- WORK TO COMPLETE
Copy out again, unchanged, the listing below from the line that has "g.fill(path, 'evenodd');" through the line that has "g.textAlign = isNaN(turn) ? turn : align;".

- RECORDS FOR THIS EXERCISE
BEGIN
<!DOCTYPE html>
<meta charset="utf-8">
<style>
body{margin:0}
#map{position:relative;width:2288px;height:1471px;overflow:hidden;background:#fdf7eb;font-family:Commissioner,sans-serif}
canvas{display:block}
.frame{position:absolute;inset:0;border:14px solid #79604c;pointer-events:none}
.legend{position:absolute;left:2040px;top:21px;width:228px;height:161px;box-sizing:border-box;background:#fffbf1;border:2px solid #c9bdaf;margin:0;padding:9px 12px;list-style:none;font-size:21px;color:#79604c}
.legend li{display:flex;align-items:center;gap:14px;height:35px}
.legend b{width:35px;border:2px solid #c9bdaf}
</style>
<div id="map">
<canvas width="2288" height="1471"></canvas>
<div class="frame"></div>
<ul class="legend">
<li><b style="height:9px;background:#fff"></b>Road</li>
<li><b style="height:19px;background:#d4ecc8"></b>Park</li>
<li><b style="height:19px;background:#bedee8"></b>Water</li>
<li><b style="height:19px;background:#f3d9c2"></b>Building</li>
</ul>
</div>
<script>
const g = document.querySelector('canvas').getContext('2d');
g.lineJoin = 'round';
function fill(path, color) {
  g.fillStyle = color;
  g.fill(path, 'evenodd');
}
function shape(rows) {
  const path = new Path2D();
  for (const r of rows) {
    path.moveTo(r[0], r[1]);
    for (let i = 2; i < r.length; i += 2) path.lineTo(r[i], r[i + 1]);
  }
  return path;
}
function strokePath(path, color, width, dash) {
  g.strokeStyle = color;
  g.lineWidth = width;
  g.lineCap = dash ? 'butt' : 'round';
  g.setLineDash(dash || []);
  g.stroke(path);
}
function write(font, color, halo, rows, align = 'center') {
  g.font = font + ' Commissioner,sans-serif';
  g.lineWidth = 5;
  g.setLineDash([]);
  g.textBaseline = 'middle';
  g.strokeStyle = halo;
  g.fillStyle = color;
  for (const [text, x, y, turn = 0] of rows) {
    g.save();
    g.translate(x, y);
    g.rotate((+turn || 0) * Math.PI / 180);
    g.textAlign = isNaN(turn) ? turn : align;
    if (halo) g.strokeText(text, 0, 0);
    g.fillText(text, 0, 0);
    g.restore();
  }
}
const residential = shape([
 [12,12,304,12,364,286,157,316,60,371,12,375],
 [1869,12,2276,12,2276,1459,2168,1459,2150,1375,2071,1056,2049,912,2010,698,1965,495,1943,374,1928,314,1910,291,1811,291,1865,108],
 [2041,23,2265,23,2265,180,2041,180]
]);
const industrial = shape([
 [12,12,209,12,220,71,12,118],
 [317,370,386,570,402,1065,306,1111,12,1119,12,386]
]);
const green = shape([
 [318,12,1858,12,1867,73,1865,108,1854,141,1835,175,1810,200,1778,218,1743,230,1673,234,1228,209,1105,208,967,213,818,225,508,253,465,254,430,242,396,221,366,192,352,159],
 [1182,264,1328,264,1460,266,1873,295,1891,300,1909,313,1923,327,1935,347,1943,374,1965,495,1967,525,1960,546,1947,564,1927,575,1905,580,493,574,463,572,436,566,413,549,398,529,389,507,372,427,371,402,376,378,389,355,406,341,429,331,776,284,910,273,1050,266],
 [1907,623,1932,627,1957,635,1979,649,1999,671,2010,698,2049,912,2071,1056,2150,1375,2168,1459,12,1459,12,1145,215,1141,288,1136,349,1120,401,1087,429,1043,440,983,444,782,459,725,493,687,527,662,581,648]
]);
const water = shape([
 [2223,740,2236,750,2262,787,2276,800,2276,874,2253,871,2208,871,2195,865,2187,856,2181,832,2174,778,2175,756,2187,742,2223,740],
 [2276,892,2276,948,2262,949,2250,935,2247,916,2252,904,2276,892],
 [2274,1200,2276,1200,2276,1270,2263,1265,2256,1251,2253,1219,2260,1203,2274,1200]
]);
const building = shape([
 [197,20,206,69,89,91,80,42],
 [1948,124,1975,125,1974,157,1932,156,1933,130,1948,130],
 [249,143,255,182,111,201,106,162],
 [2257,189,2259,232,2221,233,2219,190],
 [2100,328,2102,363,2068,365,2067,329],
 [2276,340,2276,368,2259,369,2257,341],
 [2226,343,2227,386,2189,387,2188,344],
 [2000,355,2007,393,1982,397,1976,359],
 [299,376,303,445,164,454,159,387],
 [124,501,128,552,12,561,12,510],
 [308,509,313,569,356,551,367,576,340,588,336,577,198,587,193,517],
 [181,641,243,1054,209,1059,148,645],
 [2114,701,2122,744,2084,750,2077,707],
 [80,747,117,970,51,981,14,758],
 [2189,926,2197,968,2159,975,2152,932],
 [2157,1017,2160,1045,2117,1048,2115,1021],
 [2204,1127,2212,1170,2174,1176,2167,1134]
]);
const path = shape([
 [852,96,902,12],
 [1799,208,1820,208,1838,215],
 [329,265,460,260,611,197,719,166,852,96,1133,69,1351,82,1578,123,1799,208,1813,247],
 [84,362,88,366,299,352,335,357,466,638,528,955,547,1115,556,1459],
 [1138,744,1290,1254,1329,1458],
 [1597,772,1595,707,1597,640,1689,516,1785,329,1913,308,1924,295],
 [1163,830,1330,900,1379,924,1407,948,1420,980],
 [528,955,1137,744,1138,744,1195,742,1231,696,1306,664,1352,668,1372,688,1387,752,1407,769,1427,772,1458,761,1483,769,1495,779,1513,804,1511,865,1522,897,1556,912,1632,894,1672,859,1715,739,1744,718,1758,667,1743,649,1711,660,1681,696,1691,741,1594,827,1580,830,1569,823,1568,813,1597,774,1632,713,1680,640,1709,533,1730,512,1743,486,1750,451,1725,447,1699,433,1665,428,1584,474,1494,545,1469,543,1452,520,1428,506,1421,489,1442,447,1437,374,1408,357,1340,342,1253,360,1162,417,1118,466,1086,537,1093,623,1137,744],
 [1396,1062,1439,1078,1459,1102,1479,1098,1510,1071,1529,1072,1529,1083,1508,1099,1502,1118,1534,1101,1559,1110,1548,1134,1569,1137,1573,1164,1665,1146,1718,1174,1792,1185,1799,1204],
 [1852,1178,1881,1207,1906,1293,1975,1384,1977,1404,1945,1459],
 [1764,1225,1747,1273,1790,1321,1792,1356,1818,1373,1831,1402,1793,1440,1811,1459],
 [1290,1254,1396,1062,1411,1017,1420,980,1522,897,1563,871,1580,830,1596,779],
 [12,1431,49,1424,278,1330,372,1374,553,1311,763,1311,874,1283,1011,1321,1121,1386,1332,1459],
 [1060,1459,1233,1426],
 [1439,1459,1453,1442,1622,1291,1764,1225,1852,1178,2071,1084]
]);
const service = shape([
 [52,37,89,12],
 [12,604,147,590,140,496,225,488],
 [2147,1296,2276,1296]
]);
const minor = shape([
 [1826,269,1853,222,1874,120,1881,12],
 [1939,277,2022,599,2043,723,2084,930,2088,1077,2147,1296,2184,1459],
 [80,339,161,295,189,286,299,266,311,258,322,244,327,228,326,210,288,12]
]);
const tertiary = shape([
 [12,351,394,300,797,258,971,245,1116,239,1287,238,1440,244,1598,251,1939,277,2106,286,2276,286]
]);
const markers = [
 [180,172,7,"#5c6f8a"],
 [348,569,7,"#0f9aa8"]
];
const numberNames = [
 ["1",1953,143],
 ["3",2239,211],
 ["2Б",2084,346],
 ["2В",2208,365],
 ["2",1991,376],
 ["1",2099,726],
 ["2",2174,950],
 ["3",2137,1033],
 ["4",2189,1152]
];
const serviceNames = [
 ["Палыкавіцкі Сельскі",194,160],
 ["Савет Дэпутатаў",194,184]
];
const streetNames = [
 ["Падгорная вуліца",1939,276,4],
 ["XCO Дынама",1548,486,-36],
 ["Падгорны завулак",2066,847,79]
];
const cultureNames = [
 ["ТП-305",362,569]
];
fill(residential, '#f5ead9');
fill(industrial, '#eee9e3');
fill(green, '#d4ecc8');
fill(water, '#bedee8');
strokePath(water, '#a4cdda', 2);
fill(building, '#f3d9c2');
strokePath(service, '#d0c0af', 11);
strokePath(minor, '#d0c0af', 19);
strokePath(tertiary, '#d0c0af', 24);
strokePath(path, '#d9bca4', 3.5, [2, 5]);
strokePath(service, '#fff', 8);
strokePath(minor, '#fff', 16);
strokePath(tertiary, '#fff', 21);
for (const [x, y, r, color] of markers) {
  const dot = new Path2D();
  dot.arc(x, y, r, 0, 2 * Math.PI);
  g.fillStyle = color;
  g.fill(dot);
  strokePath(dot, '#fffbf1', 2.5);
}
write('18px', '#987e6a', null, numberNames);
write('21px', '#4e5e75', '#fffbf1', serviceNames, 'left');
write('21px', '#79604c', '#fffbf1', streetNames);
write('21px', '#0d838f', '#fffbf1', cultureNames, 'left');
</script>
END
- YOUR SOLUTION
  g.fill(path, 'evenodd');
}
function shape(rows) {
  const path = new Path2D();
  for (const r of rows) {
    path.moveTo(r[0], r[1]);
    for (let i = 2; i < r.length; i += 2) path.lineTo(r[i], r[i + 1]);
  }
  return path;
}
function strokePath(path, color, width, dash) {
  g.strokeStyle = color;
  g.lineWidth = width;
  g.lineCap = dash ? 'butt' : 'round';
  g.setLineDash(dash || []);
  g.stroke(path);
}
function write(font, color, halo, rows, align = 'center') {
  g.font = font + ' Commissioner,sans-serif';
  g.lineWidth = 5;
  g.setLineDash([]);
  g.textBaseline = 'middle';
  g.strokeStyle = halo;
  g.fillStyle = color;
  for (const [text, x, y, turn = 0] of rows) {
    g.save();
    g.translate(x, y);
    g.rotate((+turn || 0) * Math.PI / 180);
    g.textAlign = isNaN(turn) ? turn : align;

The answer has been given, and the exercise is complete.